The video surveillance camera near City Hall, when operational, will have a live feed to the Manchester Police Department’s dispatchers who will monitor them 24 hours a day, seven days a week. Hamel, when asked when the camera was expected to begin surveillance, said “soon.”
Police have said in the past they would notify the public when the camera is operating.
Last year, the city was sued by several citizens who argued the cameras will violate their privacy rights and state law. However, Judge Tina L. Nadeau, presiding in Hillsborough County Superior Court North, ruled against them in the lawsuit defended by the ACLU – New Hampshire.
Gilles Bissonnette, legal director of the ACLU of New Hampshire which represented the plaintiffs in the case, said no appeal was filed.
He said it was clear in the court order that if the city identifies a motorist using the cameras, it will be committing a crime. With the installation of the camera, Bissonnette said it is “exceedingly likely that the city will, at some point, engage in such identification and therefore be subject to criminal liability. Thus, we will be actively monitoring the implementation of these cameras in the event that such identification – which is likely inevitable – occurs.”
The camera is pointed at storefronts and sidewalks where there is no expectation of privacy, Peter Chiesa, a deputy Manchester city solicitor, said at a court hearing last year. He said the city had no intention to record motorists.
The recordings will be retained for two weeks and will be used by police to investigate incidents such as lewdness and drug use along Elm Street, Police Chief Carlo Capano has said. The camera does not contain facial recognition software and no license plate readers are in use.
Under a state law enacted in 2006, police are barred from using surveillance cameras to determine the ownership of a motor vehicle or the identity of a motor vehicle’s occupants on public roads.
Nadeau, in her order, said the city’s planned use consists of the installation of cameras; the recording of Elm Street, including the vehicles and motorists on the road; and the review of footage by Manchester Police dispatch.
Under the law, “surveillance” means the act of determining the ownership of a motor vehicle or the identity of a motor vehicle’s occupants on the public ways of the state or its political subdivisions through the use of a camera
Nadeau said the way the city planned to use the cameras does not constitute “surveillance,” as defined in the statute.
“Instead, in order to violate the statute, a government employee reviewing the footage would need to: (1) take the additional step of searching a license plate captured by the recording or running the recording through facial recognition software; or (2) recognize a vehicle or occupant thereof by virtue of their own personal knowledge.
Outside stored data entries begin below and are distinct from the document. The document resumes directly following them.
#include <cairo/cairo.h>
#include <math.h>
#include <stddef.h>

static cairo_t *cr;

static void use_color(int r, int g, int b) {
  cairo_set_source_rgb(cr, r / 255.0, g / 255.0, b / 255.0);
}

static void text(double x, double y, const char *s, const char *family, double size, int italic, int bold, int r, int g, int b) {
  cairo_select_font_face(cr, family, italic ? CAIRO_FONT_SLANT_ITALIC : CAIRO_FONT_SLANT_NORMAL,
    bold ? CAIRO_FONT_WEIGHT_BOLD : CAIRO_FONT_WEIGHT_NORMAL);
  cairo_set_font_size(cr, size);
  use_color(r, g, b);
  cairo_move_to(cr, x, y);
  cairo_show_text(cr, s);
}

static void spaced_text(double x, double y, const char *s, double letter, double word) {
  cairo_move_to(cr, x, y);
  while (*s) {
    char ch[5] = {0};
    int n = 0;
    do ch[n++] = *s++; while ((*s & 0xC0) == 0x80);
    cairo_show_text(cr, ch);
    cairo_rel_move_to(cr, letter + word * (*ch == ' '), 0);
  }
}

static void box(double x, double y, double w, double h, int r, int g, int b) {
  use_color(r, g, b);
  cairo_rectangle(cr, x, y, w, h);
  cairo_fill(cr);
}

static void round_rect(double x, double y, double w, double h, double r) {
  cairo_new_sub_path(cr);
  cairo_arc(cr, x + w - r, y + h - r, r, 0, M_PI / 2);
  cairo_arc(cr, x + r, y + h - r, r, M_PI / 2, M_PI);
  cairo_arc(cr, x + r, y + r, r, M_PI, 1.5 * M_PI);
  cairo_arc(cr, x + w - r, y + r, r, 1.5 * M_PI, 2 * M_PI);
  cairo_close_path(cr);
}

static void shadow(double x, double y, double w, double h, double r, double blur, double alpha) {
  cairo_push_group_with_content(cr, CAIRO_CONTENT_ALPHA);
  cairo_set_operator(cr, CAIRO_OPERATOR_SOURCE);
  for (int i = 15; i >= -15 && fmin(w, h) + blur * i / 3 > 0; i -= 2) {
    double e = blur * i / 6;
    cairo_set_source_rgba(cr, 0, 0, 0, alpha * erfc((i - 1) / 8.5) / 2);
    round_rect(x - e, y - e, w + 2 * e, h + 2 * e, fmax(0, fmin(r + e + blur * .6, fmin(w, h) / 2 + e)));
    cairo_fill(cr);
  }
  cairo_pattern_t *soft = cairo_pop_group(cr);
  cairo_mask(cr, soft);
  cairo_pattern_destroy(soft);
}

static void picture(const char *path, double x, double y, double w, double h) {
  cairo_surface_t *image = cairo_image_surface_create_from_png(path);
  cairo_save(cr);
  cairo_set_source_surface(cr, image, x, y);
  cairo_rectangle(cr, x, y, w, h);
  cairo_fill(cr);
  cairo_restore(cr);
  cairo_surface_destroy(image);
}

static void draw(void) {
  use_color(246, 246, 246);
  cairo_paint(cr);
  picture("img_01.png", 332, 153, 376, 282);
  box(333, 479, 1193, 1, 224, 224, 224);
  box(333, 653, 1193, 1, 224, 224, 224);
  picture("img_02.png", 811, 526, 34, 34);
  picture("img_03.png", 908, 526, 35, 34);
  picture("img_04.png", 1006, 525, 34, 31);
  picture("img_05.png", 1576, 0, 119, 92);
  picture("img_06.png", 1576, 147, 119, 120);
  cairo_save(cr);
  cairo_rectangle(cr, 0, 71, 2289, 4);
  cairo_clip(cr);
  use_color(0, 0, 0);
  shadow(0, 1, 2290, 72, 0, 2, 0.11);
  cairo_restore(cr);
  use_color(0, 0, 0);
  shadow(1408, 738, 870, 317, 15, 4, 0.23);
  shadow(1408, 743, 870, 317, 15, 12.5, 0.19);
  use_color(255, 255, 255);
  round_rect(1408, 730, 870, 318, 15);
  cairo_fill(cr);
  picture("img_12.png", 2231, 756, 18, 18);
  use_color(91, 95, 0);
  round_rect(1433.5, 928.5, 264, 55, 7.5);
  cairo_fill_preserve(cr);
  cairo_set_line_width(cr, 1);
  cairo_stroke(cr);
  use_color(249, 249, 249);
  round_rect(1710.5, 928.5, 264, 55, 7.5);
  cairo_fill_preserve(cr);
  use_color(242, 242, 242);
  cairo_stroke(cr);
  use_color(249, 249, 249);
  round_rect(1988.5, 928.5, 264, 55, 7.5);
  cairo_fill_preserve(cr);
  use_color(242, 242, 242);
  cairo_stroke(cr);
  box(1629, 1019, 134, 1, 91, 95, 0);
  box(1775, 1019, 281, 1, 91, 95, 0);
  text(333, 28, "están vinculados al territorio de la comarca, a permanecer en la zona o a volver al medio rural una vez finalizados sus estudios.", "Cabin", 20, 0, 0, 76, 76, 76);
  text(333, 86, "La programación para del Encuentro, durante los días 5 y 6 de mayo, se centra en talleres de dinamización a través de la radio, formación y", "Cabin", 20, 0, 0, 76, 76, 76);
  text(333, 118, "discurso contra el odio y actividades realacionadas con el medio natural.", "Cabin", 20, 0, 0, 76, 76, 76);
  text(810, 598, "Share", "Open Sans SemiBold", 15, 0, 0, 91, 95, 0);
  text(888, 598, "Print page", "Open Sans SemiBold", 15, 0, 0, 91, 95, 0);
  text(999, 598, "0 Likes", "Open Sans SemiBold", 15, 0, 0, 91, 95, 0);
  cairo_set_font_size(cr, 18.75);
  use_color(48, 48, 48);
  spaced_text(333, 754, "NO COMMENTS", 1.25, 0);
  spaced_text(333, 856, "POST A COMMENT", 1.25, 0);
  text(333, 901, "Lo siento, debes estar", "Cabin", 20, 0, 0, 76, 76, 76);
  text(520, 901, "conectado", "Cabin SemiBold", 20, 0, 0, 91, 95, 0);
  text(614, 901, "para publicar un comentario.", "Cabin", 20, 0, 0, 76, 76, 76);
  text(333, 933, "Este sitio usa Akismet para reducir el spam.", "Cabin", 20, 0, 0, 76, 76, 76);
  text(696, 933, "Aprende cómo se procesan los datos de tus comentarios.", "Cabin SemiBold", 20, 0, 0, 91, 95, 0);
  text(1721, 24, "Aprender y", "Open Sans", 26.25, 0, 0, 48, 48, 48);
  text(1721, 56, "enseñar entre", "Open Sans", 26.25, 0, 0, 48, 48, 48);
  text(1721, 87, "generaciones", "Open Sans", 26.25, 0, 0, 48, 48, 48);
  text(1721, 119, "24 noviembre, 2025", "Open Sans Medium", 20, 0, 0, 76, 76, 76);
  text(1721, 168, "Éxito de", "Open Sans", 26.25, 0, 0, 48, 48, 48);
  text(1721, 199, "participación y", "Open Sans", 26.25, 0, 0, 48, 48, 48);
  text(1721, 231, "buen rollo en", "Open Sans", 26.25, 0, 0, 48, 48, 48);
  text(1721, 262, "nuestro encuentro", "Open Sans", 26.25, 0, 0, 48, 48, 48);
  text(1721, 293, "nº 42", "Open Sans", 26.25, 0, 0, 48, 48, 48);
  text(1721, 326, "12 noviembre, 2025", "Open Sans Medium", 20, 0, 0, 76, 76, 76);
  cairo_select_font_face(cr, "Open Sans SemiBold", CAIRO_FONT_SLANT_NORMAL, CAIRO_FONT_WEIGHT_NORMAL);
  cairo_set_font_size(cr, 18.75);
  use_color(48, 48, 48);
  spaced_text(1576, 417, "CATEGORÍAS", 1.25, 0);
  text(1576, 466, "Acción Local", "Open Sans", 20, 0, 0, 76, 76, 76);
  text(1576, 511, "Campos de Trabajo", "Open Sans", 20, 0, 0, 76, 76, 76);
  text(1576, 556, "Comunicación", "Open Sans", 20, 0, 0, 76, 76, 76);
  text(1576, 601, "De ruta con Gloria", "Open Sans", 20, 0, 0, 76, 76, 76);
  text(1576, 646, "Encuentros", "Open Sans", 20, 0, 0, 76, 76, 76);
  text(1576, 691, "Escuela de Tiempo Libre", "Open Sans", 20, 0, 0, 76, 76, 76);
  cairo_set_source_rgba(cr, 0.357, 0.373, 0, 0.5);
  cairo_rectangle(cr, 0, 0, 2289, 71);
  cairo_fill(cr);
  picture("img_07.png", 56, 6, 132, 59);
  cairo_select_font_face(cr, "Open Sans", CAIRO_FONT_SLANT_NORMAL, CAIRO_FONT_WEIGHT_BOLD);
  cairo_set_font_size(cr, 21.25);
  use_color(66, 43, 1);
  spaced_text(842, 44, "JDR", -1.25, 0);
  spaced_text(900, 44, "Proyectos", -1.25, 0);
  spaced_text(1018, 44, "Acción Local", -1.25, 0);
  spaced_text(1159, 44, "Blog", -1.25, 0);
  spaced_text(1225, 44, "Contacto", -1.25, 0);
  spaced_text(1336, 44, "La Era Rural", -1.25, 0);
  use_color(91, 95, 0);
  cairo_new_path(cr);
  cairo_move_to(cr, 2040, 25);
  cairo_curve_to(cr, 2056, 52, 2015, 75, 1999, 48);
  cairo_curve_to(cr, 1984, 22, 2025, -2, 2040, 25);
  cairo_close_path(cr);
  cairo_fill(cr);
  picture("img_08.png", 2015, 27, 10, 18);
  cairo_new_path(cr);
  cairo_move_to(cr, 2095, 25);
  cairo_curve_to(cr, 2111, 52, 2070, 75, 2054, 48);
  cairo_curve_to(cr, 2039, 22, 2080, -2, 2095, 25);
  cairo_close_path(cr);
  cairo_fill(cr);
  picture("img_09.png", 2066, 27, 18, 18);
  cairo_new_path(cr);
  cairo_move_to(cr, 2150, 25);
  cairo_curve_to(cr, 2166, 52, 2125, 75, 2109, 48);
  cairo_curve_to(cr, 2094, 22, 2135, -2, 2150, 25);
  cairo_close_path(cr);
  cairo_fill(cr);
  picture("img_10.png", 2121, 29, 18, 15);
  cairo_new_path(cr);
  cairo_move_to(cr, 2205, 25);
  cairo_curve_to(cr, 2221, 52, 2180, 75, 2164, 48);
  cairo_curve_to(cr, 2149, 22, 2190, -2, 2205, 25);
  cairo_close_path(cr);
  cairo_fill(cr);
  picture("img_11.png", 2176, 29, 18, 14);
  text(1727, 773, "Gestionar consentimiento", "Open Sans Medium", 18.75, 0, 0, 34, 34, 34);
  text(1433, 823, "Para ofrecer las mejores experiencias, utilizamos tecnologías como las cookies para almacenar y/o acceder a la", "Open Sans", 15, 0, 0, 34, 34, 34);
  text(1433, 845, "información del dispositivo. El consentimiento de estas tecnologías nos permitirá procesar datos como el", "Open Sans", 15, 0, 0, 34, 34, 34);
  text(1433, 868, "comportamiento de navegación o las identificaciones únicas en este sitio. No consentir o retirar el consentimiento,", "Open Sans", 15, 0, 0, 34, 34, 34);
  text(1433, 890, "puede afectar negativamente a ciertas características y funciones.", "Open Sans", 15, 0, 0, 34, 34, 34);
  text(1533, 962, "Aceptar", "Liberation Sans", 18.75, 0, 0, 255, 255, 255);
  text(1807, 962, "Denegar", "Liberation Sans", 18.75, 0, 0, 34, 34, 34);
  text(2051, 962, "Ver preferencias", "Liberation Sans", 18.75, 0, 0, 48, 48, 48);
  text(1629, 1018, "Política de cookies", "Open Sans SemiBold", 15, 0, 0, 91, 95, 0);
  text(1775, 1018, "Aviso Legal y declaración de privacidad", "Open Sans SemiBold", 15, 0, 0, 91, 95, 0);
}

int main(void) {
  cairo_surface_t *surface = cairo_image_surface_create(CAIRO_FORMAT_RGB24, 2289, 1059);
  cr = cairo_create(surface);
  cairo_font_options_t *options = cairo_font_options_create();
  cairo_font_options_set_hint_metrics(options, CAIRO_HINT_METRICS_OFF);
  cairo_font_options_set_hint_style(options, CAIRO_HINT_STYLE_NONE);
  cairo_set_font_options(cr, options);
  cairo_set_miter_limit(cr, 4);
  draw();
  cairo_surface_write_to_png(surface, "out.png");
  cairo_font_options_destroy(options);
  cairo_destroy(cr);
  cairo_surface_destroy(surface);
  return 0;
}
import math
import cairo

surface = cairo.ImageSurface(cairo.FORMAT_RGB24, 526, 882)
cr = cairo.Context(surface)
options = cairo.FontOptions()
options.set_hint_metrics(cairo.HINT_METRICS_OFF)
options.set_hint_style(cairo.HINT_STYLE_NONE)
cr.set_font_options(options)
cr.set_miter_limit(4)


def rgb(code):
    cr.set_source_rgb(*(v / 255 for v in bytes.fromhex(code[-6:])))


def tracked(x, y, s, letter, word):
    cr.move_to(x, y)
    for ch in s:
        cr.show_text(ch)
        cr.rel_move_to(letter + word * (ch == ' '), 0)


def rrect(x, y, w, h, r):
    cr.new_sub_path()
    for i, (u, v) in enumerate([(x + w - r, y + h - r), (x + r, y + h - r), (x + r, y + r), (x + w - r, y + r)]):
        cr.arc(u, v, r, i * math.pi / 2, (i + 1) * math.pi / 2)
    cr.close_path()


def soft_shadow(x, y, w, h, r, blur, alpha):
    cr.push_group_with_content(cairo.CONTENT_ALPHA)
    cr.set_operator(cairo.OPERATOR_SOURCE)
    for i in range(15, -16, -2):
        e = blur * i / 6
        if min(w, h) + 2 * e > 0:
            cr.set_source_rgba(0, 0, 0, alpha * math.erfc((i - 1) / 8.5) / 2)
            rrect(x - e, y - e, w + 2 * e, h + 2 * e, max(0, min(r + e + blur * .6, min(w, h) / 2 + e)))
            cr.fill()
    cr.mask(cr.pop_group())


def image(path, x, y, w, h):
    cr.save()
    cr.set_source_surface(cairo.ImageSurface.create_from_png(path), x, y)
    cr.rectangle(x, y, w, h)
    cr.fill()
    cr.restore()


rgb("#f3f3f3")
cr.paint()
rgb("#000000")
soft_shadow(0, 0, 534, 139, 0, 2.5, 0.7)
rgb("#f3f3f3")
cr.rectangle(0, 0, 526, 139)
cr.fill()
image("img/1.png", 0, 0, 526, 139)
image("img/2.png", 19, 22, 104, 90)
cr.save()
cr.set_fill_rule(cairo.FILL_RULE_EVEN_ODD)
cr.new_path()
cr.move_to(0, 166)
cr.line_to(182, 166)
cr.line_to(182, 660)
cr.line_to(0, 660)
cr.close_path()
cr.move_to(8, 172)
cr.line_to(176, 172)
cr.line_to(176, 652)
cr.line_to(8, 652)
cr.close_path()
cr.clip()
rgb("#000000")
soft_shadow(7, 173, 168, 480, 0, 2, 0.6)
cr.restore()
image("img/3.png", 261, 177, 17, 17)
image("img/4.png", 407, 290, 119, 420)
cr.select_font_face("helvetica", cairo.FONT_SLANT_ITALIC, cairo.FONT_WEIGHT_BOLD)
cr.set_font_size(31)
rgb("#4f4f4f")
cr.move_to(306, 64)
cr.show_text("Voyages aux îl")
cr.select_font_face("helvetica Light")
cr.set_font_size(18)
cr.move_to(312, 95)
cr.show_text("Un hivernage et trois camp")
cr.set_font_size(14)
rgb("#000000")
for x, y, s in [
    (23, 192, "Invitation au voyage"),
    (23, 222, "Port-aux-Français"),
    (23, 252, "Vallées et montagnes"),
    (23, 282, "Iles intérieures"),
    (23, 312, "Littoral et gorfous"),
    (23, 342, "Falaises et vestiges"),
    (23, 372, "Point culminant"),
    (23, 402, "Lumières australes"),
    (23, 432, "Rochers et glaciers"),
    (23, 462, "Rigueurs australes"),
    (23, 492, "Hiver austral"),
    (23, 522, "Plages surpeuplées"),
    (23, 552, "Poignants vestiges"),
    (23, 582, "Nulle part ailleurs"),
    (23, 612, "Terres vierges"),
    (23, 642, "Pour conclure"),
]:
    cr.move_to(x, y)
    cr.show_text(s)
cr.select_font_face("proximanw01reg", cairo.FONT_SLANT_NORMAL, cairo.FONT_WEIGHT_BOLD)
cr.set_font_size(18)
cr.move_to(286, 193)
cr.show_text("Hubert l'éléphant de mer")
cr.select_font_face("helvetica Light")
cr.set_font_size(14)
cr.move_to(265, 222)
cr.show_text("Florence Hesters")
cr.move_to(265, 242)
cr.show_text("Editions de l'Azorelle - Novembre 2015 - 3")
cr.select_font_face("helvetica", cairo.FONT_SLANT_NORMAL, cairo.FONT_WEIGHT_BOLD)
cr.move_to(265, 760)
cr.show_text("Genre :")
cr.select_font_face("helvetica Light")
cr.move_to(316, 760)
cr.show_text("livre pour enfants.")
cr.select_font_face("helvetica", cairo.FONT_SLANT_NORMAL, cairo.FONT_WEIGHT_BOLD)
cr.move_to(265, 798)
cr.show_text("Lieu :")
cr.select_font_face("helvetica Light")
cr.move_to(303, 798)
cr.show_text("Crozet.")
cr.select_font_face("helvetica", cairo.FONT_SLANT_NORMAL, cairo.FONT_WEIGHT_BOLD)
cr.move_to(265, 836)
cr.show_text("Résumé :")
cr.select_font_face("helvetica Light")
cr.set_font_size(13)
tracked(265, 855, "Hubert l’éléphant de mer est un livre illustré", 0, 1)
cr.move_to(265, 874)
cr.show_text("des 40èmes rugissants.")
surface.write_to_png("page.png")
While both of these events are possibilities, neither appears to be the intended purpose of the installation of the cameras. Instead, the stated purpose of the cameras is to monitor for and respond to crimes taking place in or around the businesses and residences located on Elm Street,” she wrote. “At most, it could be argued that the city’s planned use will enable the government to violate the statute. However, simply because footage generated by the cameras could be used to violate the law does not mean the installation or use of the cameras itself violates the law.”